Dataset entries »
####
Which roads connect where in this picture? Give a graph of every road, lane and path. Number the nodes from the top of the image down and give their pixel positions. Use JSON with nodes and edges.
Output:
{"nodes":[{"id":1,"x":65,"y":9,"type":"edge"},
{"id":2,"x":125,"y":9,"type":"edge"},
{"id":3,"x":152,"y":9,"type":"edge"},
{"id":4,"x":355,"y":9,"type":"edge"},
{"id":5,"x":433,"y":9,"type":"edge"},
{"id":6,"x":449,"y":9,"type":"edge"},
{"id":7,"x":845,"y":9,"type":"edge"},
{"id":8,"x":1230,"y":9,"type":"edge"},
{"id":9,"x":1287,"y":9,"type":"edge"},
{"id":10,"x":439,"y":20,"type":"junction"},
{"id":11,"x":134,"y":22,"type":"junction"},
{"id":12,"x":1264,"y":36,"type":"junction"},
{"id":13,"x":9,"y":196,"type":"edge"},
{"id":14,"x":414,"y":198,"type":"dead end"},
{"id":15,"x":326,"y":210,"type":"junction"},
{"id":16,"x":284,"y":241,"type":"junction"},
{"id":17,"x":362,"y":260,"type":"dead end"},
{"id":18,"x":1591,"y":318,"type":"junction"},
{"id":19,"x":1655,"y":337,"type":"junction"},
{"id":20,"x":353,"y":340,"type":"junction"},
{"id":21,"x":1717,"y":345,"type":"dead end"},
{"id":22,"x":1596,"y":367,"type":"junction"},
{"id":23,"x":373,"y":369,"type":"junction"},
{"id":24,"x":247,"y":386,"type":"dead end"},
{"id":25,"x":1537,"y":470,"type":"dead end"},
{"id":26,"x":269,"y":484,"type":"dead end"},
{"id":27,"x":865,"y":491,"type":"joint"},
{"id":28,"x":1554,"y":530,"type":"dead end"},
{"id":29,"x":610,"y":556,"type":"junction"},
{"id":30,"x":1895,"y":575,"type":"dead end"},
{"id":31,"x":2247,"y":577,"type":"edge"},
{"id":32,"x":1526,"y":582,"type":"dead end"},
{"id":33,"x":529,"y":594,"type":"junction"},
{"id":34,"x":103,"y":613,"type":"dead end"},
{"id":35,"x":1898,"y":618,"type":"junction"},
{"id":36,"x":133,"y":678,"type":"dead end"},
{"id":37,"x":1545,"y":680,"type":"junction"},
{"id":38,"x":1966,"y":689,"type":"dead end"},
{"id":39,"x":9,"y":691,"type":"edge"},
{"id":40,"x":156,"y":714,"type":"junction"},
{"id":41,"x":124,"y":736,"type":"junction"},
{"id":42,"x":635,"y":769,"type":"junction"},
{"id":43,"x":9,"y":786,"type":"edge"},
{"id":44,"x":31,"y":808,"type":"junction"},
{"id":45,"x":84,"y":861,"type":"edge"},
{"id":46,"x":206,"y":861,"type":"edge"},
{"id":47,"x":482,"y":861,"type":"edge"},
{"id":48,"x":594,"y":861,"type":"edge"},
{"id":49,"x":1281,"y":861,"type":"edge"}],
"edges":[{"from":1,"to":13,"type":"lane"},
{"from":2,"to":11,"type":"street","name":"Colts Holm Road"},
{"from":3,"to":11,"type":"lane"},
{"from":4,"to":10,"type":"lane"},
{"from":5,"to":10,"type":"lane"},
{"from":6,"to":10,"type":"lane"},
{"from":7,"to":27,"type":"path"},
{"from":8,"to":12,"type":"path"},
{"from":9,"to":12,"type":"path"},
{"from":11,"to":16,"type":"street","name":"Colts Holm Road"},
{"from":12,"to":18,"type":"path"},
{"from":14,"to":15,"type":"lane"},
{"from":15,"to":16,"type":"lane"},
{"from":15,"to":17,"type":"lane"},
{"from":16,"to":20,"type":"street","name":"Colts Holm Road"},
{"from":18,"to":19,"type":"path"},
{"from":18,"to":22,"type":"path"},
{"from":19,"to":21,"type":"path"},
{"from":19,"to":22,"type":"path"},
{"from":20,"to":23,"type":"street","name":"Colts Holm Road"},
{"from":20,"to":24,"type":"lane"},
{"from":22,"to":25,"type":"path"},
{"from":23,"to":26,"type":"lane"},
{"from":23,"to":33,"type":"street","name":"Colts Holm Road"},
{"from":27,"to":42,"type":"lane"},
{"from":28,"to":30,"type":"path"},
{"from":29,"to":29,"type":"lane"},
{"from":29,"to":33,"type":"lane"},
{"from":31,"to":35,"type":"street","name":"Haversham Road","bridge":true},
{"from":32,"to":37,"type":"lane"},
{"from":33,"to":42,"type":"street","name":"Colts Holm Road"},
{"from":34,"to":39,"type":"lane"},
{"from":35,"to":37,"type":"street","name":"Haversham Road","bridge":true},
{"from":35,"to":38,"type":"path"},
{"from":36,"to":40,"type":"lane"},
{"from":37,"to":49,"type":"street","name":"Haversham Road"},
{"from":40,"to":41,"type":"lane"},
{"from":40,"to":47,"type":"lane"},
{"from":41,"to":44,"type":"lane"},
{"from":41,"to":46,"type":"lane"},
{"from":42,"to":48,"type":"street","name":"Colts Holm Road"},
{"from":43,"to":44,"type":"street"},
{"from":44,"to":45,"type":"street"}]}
####
TASK DIRECTIONS » The answer must be every line of the records that contains the word "nodes".

COMPLETED TASK »
Which roads connect where in this picture? Give a graph of every road, lane and path. Number the nodes from the top of the image down and give their pixel positions. Use JSON with nodes and edges.
{"nodes":[{"id":1,"x":65,"y":9,"type":"edge"},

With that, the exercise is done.